By Tambay A. Obenson | Shadow and Act November 14, 2012 at 12:11PM
The short version of the story goess... At first sight, adoption seems like a win-win situation: a poor orphan gets some loving parents and a good life. But the world of adoption is a question of supply and demand, with Ethiopia as a chief supplier of thousands of needy children. The fact that the well-being of the child is not always top priority becomes painfully clear in this tragic story about Masho and her little brother Roba.
Far from being orphans, their sick parents give them up for adoption in the hope they'll have a better life. The two toddlers move to Denmark with their new parents, but are they better off now?
For 4 years, filmmaker Katrine Kjaer followed both parent couples: Danes Henriette and Gert are on the verge of despair over the rebellious Masho, who doesn't want to adjust to her new family; meanwhile, Ethiopians Sinkenesh and Husen are desperate because they're not receiving any news about their children, as the adoption agency promised.

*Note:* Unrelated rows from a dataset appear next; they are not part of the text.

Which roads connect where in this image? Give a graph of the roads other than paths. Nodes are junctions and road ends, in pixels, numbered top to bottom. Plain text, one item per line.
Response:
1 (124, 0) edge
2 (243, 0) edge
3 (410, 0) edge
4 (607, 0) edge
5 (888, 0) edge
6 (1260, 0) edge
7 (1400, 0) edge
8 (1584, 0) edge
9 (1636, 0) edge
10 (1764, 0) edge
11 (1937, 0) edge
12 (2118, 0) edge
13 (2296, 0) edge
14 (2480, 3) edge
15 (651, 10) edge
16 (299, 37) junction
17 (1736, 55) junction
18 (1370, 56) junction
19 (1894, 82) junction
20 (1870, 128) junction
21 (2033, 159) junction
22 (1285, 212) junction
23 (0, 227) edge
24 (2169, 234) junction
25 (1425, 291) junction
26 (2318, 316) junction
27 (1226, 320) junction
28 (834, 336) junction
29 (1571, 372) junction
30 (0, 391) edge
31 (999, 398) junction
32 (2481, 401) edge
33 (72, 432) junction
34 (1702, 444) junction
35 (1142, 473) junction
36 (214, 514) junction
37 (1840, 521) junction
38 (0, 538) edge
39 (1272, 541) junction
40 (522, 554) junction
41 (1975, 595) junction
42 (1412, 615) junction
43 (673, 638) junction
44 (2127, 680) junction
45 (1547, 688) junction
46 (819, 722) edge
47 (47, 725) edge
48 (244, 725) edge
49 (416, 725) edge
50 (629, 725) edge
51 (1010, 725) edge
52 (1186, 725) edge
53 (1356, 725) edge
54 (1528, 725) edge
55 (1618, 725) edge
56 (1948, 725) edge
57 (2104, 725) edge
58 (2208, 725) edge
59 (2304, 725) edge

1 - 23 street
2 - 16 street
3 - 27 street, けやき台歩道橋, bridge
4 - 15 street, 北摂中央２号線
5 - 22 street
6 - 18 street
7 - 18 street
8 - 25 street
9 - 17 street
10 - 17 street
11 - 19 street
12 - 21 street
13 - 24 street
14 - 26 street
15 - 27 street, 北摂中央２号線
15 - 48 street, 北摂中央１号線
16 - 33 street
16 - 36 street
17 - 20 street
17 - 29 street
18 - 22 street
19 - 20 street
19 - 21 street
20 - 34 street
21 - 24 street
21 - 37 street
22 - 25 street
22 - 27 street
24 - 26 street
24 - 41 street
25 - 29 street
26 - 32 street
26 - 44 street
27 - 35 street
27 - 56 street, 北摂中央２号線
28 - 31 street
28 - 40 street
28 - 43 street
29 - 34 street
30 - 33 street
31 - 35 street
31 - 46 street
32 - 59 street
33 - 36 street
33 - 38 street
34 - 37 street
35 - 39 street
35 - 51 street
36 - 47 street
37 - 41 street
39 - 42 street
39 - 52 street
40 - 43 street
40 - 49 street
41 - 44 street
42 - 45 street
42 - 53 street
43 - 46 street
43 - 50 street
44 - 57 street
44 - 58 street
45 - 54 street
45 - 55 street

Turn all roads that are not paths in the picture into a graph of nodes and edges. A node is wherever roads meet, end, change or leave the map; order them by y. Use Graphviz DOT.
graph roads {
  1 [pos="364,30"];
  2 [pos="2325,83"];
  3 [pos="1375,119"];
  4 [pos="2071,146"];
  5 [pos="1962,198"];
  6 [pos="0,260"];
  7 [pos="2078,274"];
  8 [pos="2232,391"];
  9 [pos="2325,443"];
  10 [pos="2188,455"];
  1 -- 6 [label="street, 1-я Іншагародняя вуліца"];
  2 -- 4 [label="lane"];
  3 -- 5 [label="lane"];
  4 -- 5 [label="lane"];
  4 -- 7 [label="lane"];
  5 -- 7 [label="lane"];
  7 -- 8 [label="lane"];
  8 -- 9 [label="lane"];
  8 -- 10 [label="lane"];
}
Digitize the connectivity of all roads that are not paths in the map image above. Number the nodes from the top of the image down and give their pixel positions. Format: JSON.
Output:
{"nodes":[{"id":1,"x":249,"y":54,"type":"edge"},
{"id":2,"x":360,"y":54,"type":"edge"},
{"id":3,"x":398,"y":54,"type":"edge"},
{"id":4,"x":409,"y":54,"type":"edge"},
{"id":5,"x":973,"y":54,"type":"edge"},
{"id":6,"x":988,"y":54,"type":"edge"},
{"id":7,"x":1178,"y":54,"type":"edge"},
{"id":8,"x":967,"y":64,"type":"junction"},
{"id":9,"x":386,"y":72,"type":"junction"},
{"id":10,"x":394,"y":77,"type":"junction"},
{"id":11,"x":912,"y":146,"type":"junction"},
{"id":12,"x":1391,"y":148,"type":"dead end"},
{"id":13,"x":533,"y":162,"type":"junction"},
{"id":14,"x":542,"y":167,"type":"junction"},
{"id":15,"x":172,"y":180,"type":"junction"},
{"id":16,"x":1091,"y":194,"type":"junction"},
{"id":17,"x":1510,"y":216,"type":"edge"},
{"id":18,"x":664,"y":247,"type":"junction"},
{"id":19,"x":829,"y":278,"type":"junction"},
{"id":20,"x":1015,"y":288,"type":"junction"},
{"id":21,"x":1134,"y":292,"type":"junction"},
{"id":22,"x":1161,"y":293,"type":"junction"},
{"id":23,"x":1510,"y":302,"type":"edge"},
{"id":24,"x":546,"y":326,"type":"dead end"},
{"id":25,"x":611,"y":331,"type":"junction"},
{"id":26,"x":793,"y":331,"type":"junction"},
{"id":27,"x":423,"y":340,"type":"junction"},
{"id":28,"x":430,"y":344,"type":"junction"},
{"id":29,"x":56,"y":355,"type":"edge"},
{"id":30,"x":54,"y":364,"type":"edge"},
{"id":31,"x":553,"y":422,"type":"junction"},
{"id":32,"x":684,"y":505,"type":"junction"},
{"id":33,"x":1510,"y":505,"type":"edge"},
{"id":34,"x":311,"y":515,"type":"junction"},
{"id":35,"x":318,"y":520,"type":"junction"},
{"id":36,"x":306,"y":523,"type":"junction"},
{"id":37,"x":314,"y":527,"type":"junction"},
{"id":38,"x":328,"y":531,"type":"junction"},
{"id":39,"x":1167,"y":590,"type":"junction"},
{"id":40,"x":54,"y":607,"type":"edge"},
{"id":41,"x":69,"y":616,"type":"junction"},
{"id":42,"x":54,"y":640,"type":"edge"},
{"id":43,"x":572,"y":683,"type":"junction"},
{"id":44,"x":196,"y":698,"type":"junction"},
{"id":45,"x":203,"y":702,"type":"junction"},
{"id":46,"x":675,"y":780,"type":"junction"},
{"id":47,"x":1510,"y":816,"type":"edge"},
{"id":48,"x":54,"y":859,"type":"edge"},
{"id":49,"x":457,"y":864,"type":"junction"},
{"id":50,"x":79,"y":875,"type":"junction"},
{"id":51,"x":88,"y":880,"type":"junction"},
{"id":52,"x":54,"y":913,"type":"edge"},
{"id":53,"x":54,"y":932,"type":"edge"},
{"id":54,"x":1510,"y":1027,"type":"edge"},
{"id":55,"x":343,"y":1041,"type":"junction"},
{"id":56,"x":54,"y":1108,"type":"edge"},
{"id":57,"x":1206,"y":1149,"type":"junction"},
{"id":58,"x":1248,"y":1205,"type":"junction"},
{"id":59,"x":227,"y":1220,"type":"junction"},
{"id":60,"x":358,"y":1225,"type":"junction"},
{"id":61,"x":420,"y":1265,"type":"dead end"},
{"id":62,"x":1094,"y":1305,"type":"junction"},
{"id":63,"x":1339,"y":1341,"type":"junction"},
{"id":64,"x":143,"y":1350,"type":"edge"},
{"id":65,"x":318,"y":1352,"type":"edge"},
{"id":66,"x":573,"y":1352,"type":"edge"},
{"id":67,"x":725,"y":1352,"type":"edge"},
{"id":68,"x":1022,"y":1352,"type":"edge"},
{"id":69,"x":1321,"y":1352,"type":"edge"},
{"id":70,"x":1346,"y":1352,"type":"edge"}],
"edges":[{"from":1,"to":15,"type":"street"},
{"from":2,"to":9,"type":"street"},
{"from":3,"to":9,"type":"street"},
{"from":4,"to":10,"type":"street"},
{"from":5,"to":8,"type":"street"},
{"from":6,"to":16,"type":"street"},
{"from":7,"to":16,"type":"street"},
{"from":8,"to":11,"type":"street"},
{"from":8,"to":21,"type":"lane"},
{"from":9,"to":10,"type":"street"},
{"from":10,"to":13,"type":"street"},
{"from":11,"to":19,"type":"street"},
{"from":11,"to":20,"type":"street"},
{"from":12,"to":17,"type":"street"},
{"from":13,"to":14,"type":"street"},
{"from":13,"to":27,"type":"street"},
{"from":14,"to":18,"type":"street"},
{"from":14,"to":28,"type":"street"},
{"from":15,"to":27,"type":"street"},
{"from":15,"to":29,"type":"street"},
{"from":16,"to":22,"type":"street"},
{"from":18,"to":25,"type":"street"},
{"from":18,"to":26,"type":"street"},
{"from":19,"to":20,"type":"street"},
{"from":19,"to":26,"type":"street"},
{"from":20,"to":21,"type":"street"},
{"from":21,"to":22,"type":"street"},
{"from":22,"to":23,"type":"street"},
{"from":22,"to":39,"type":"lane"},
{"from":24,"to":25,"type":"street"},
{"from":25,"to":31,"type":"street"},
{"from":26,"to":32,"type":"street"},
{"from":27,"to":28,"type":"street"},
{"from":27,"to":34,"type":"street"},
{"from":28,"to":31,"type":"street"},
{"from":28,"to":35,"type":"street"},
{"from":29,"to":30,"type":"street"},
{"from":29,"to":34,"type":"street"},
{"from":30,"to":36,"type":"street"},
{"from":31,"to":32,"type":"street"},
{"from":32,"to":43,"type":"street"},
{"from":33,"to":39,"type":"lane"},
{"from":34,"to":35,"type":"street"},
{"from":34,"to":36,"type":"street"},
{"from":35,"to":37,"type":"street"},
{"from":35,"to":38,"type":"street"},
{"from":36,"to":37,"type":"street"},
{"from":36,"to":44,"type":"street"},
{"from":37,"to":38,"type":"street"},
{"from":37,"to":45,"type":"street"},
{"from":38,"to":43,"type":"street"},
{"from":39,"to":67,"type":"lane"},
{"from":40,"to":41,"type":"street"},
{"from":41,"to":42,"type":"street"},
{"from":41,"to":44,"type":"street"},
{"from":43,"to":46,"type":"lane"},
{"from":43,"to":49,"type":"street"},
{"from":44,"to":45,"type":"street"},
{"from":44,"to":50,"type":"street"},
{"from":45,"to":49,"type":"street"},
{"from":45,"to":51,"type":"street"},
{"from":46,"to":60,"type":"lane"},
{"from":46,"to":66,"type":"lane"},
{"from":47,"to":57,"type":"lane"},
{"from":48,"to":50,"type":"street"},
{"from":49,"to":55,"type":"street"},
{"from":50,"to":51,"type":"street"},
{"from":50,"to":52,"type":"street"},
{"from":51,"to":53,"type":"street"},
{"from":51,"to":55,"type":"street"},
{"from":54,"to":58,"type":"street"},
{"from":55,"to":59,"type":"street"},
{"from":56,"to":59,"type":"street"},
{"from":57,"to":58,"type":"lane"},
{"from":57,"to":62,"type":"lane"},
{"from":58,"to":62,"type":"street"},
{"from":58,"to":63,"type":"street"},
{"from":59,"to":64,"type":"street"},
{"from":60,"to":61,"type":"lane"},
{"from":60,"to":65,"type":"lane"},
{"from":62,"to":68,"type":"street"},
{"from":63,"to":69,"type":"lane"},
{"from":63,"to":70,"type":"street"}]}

Director Kjaer documents all of it on film; Emotional moments such as the transfer of the children, and the tensions in their home in Denmark, are said to be shot from a respectful distance.
Without losing sight of the nuances, the film, titled Mercy, Mercy, shows the downside to international adoption, the contrast between Ethiopia and Denmark, and the parallel pain of both parents and children.
I'm intrigued. Discussions about international adoption abound, providing lots of fodder for all kinds of media.
No footage to see yet unfortunately. The film is currently being shopped at the IDFA in Amsterdam, which runs starting today, through the 25th.
We have our eyes on it...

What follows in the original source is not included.